Advertisement

French Truckers Step Up Blockade as Talks Over Traffic Fines Falter

Share
From Reuters

Angry truckers vowed Friday to intensify their stranglehold on French roads after talks failed to settle a dispute over penalties for traffic violations that has stranded thousands of tourists and disrupted supplies.

They said the five-day-old blockade would be stepped up since talks with the government had not solved the conflict over a new point system that penalizes drivers for serious traffic offenses.

“We have decided to reinforce existing roadblocks and set up new ones,” a spokesman for the Workers’ Force trade union said.

Advertisement

Thousands of trucks parked across roads and highways, including the north-south gateway to Mediterranean resorts, have stranded foreign vacationers and snarled supplies to industry and supermarkets.

“This is going to get worse.
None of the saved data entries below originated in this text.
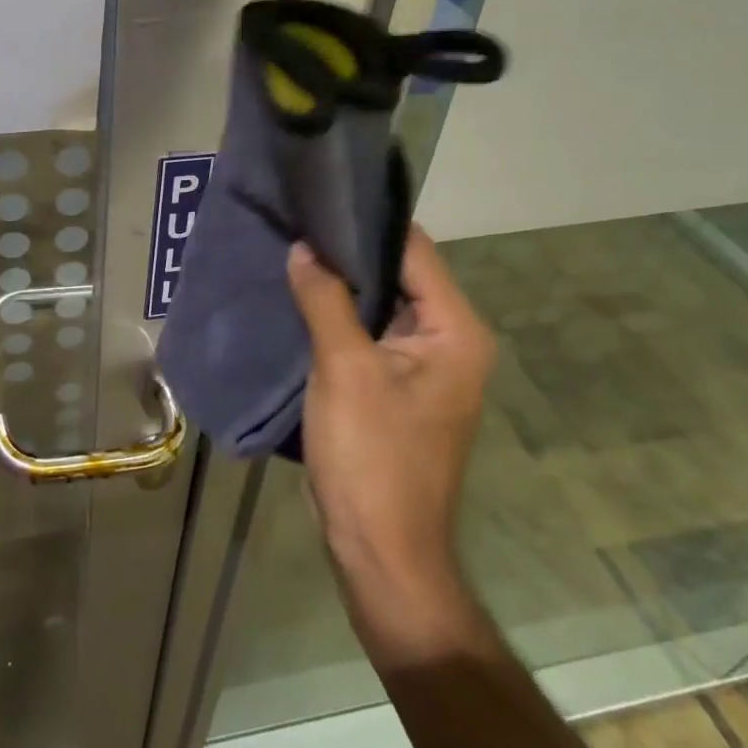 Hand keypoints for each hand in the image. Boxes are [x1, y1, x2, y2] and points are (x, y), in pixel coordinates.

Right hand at [287, 227, 493, 583]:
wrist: (380, 551)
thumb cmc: (372, 457)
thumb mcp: (344, 370)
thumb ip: (325, 300)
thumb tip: (304, 248)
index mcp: (455, 331)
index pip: (414, 251)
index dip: (367, 221)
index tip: (320, 196)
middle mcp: (448, 341)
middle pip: (398, 274)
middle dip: (347, 251)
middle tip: (296, 220)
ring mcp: (423, 366)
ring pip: (379, 304)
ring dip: (340, 283)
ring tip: (292, 249)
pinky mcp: (395, 387)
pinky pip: (367, 334)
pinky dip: (338, 315)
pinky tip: (299, 297) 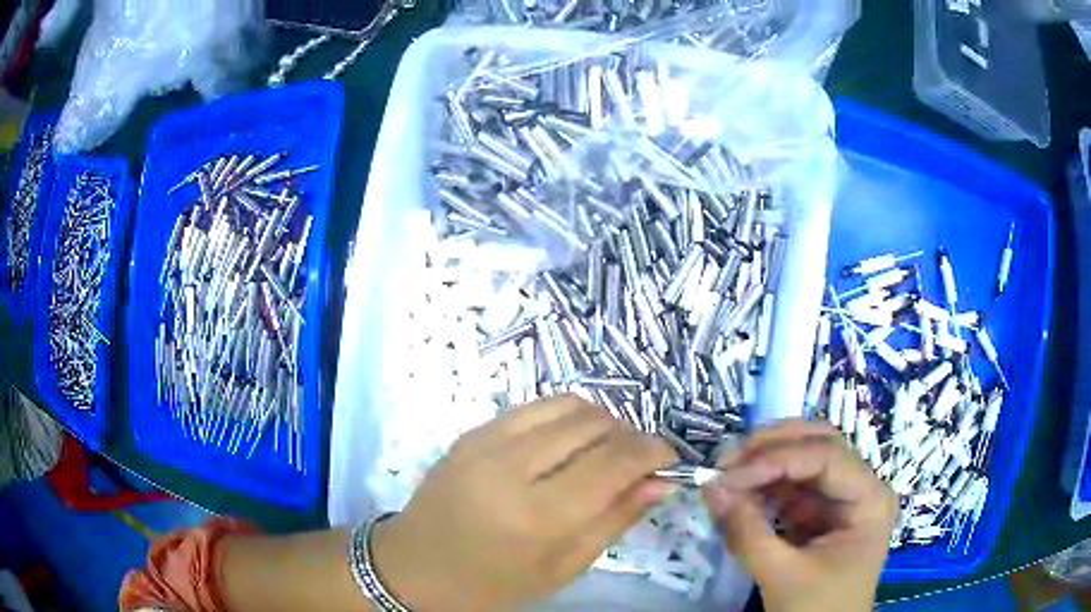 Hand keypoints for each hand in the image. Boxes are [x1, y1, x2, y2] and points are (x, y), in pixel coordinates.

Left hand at [371, 395, 678, 611]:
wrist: (414, 566)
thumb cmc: (491, 584)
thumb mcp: (562, 568)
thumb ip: (615, 520)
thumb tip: (662, 481)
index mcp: (538, 515)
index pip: (616, 460)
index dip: (654, 451)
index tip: (669, 459)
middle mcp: (512, 466)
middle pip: (596, 423)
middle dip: (630, 437)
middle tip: (635, 464)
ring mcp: (486, 440)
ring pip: (568, 404)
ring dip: (600, 423)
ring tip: (602, 453)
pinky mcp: (472, 430)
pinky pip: (535, 406)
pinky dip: (565, 419)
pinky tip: (565, 446)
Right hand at [703, 420, 898, 611]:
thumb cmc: (817, 610)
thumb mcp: (782, 576)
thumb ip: (747, 533)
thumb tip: (711, 487)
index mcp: (869, 500)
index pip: (826, 457)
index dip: (777, 458)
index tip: (729, 474)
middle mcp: (861, 488)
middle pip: (820, 445)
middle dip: (774, 447)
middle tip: (729, 457)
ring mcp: (841, 500)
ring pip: (804, 461)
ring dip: (765, 463)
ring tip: (727, 473)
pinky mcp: (820, 514)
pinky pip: (792, 488)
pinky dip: (764, 487)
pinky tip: (740, 493)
Our drivers are determined,” the spokesman said.

The Transport Ministry, which sought to unblock the roads before the weekend rush, declined to comment. The union spokesman said that truckers will call on Paris taxi drivers, who staged a one-day strike against the new point system last month, to back their protest.

Groups of truckers, often acting independently of each other, have set up more than 100 roadblocks across France.

The government has refused to hold back on the introduction of the new driving offense penalty system. Under the system, drivers who accumulate a maximum of six penalty points will lose their licenses and have to wait six months to retake their driving tests.

Professional drivers fear that the system will rapidly drive them off the road. They assert that they risk more penalties because they drive more than ordinary motorists, and they demand special treatment.

The government hopes the system will reduce France’s highway death toll, which was 9,600 last year for a population of 56 million. U.S. highway deaths in 1990 numbered 46,300 for a population of more than 248 million.